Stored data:
--------------------------------------------------

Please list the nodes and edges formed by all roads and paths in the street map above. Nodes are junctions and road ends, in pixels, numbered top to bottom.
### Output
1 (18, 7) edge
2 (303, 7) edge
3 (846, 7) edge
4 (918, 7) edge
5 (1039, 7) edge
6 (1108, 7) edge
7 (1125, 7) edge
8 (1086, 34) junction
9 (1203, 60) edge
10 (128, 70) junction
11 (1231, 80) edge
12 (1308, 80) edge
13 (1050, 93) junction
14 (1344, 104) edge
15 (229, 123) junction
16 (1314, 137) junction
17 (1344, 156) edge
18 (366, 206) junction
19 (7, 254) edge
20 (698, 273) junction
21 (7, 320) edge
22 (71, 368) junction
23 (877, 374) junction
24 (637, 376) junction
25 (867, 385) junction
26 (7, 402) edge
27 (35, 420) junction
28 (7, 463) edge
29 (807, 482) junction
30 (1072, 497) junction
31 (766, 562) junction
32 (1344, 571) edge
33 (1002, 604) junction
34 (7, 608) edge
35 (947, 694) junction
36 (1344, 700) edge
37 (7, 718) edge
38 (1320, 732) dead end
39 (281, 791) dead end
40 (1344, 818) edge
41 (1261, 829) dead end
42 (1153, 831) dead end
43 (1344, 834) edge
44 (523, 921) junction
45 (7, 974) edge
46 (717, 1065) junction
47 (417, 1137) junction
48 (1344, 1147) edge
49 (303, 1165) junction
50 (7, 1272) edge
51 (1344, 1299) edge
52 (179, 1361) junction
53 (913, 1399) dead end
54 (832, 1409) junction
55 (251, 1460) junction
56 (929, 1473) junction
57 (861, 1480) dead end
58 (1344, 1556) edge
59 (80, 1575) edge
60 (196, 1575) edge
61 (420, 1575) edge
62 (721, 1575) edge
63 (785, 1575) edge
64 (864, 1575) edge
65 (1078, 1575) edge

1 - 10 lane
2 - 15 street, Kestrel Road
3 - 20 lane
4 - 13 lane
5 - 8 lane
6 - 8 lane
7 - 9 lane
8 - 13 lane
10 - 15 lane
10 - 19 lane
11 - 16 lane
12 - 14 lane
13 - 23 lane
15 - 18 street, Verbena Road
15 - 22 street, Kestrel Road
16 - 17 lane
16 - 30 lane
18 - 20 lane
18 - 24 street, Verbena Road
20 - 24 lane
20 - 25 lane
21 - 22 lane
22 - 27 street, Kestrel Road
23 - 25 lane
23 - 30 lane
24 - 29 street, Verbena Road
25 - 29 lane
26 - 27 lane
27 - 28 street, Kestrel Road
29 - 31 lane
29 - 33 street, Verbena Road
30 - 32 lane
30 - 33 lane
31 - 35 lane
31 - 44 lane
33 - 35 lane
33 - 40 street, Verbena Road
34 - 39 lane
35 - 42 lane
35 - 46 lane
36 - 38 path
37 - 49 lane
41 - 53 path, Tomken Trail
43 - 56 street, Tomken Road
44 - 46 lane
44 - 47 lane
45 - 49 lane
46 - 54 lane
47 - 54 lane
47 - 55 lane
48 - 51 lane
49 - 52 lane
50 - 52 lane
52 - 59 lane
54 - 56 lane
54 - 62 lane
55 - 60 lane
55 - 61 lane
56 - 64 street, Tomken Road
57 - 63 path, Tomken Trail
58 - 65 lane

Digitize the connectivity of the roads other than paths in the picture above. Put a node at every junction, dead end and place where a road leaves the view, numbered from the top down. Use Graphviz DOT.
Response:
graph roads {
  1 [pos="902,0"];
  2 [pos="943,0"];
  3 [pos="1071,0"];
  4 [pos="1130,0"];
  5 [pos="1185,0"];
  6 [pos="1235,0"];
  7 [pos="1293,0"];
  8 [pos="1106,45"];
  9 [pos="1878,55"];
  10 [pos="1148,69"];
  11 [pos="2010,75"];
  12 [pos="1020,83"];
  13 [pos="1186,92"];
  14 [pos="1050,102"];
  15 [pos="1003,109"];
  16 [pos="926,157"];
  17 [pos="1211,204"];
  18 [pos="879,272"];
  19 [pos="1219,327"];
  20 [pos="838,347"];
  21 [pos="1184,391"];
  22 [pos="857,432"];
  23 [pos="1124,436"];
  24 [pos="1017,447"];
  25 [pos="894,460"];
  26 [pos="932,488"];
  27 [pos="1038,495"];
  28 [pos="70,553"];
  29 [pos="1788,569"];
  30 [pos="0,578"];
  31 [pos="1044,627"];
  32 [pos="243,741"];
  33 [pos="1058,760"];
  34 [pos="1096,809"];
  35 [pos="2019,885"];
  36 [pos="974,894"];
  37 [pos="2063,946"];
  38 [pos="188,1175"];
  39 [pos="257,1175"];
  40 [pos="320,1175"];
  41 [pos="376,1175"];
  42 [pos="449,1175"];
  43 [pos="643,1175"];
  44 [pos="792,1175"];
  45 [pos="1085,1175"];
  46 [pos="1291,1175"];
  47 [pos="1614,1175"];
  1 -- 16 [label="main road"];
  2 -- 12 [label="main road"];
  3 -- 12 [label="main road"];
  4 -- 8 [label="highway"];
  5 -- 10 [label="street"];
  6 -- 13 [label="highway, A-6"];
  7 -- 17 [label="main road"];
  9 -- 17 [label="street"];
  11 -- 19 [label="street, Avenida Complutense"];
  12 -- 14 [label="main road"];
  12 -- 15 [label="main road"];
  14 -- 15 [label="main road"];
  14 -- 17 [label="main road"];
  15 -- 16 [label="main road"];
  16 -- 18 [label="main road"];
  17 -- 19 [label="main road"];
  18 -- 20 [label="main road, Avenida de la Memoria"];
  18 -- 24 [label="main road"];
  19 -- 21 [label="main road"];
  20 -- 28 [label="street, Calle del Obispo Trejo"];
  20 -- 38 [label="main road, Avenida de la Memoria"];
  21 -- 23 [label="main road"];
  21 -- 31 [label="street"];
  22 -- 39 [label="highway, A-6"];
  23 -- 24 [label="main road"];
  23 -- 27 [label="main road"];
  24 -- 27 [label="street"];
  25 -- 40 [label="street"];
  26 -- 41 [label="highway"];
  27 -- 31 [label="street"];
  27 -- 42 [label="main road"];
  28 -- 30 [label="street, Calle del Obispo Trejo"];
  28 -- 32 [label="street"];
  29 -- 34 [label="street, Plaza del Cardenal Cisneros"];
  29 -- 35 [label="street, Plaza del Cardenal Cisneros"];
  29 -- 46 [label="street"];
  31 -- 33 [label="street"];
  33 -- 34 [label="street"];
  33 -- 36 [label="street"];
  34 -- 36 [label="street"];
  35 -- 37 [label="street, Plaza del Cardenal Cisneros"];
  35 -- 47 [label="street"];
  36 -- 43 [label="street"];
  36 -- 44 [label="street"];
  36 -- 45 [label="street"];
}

--------------------------------------------------

TASK REQUIREMENTS: All entries shown above should be duplicated without a single difference.

RESULT:
Please list the nodes and edges formed by all roads and paths in the street map above. Nodes are junctions and road ends, in pixels, numbered top to bottom.
### Output
1 (18, 7) edge
2 (303, 7) edge
3 (846, 7) edge
4 (918, 7) edge
5 (1039, 7) edge
6 (1108, 7) edge
7 (1125, 7) edge
8 (1086, 34) junction
9 (1203, 60) edge
10 (128, 70) junction
11 (1231, 80) edge
12 (1308, 80) edge
13 (1050, 93) junction
14 (1344, 104) edge
15 (229, 123) junction
16 (1314, 137) junction
17 (1344, 156) edge
18 (366, 206) junction
19 (7, 254) edge
20 (698, 273) junction
21 (7, 320) edge
22 (71, 368) junction
23 (877, 374) junction
24 (637, 376) junction
25 (867, 385) junction
26 (7, 402) edge
27 (35, 420) junction
28 (7, 463) edge
29 (807, 482) junction
30 (1072, 497) junction
31 (766, 562) junction
32 (1344, 571) edge
33 (1002, 604) junction
34 (7, 608) edge
35 (947, 694) junction
36 (1344, 700) edge
37 (7, 718) edge
38 (1320, 732) dead end
39 (281, 791) dead end
40 (1344, 818) edge
41 (1261, 829) dead end
42 (1153, 831) dead end
43 (1344, 834) edge
44 (523, 921) junction
45 (7, 974) edge
46 (717, 1065) junction
47 (417, 1137) junction
48 (1344, 1147) edge
49 (303, 1165) junction
50 (7, 1272) edge
51 (1344, 1299) edge
52 (179, 1361) junction
53 (913, 1399) dead end
54 (832, 1409) junction
55 (251, 1460) junction
56 (929, 1473) junction
57 (861, 1480) dead end
58 (1344, 1556) edge
59 (80, 1575) edge
60 (196, 1575) edge
61 (420, 1575) edge
62 (721, 1575) edge
63 (785, 1575) edge
64 (864, 1575) edge
65 (1078, 1575) edge

1 - 10 lane
2 - 15 street, Kestrel Road
3 - 20 lane
4 - 13 lane
5 - 8 lane
6 - 8 lane
7 - 9 lane
8 - 13 lane
10 - 15 lane
10 - 19 lane
11 - 16 lane
12 - 14 lane
13 - 23 lane
15 - 18 street, Verbena Road
15 - 22 street, Kestrel Road
16 - 17 lane
16 - 30 lane
18 - 20 lane
18 - 24 street, Verbena Road
20 - 24 lane
20 - 25 lane
21 - 22 lane
22 - 27 street, Kestrel Road
23 - 25 lane
23 - 30 lane
24 - 29 street, Verbena Road
25 - 29 lane
26 - 27 lane
27 - 28 street, Kestrel Road
29 - 31 lane
29 - 33 street, Verbena Road
30 - 32 lane
30 - 33 lane
31 - 35 lane
31 - 44 lane
33 - 35 lane
33 - 40 street, Verbena Road
34 - 39 lane
35 - 42 lane
35 - 46 lane
36 - 38 path
37 - 49 lane
41 - 53 path, Tomken Trail
43 - 56 street, Tomken Road
44 - 46 lane
44 - 47 lane
45 - 49 lane
46 - 54 lane
47 - 54 lane
47 - 55 lane
48 - 51 lane
49 - 52 lane
50 - 52 lane
52 - 59 lane
54 - 56 lane
54 - 62 lane
55 - 60 lane
55 - 61 lane
56 - 64 street, Tomken Road
57 - 63 path, Tomken Trail
58 - 65 lane

Digitize the connectivity of the roads other than paths in the picture above. Put a node at every junction, dead end and place where a road leaves the view, numbered from the top down. Use Graphviz DOT.
Response:
graph roads {
  1 [pos="902,0"];
  2 [pos="943,0"];
  3 [pos="1071,0"];
  4 [pos="1130,0"];
  5 [pos="1185,0"];
  6 [pos="1235,0"];
  7 [pos="1293,0"];
  8 [pos="1106,45"];
  9 [pos="1878,55"];
  10 [pos="1148,69"];
  11 [pos="2010,75"];
  12 [pos="1020,83"];
  13 [pos="1186,92"];
  14 [pos="1050,102"];
  15 [pos="1003,109"];
  16 [pos="926,157"];
  17 [pos="1211,204"];
  18 [pos="879,272"];
  19 [pos="1219,327"];
  20 [pos="838,347"];
  21 [pos="1184,391"];
  22 [pos="857,432"];
  23 [pos="1124,436"];
  24 [pos="1017,447"];
  25 [pos="894,460"];
  26 [pos="932,488"];
  27 [pos="1038,495"];
  28 [pos="70,553"];
  29 [pos="1788,569"];
  30 [pos="0,578"];
  31 [pos="1044,627"];
  32 [pos="243,741"];
  33 [pos="1058,760"];
  34 [pos="1096,809"];
  35 [pos="2019,885"];
  36 [pos="974,894"];
  37 [pos="2063,946"];
  38 [pos="188,1175"];
  39 [pos="257,1175"];
  40 [pos="320,1175"];
  41 [pos="376,1175"];
  42 [pos="449,1175"];
  43 [pos="643,1175"];
  44 [pos="792,1175"];
  45 [pos="1085,1175"];
  46 [pos="1291,1175"];
  47 [pos="1614,1175"];
  1 -- 16 [label="main road"];
  2 -- 12 [label="main road"];
  3 -- 12 [label="main road"];
  4 -- 8 [label="highway"];
  5 -- 10 [label="street"];
  6 -- 13 [label="highway, A-6"];
  7 -- 17 [label="main road"];
  9 -- 17 [label="street"];
  11 -- 19 [label="street, Avenida Complutense"];
  12 -- 14 [label="main road"];
  12 -- 15 [label="main road"];
  14 -- 15 [label="main road"];
  14 -- 17 [label="main road"];
  15 -- 16 [label="main road"];
  16 -- 18 [label="main road"];
  17 -- 19 [label="main road"];
  18 -- 20 [label="main road, Avenida de la Memoria"];
  18 -- 24 [label="main road"];
  19 -- 21 [label="main road"];
  20 -- 28 [label="street, Calle del Obispo Trejo"];
  20 -- 38 [label="main road, Avenida de la Memoria"];
  21 -- 23 [label="main road"];
  21 -- 31 [label="street"];
  22 -- 39 [label="highway, A-6"];
  23 -- 24 [label="main road"];
  23 -- 27 [label="main road"];
  24 -- 27 [label="street"];
  25 -- 40 [label="street"];
  26 -- 41 [label="highway"];
  27 -- 31 [label="street"];
  27 -- 42 [label="main road"];
  28 -- 30 [label="street, Calle del Obispo Trejo"];
  28 -- 32 [label="street"];
  29 -- 34 [label="street, Plaza del Cardenal Cisneros"];
  29 -- 35 [label="street, Plaza del Cardenal Cisneros"];
  29 -- 46 [label="street"];
  31 -- 33 [label="street"];
  33 -- 34 [label="street"];
  33 -- 36 [label="street"];
  34 -- 36 [label="street"];
  35 -- 37 [label="street, Plaza del Cardenal Cisneros"];
  35 -- 47 [label="street"];
  36 -- 43 [label="street"];
  36 -- 44 [label="street"];
  36 -- 45 [label="street"];
}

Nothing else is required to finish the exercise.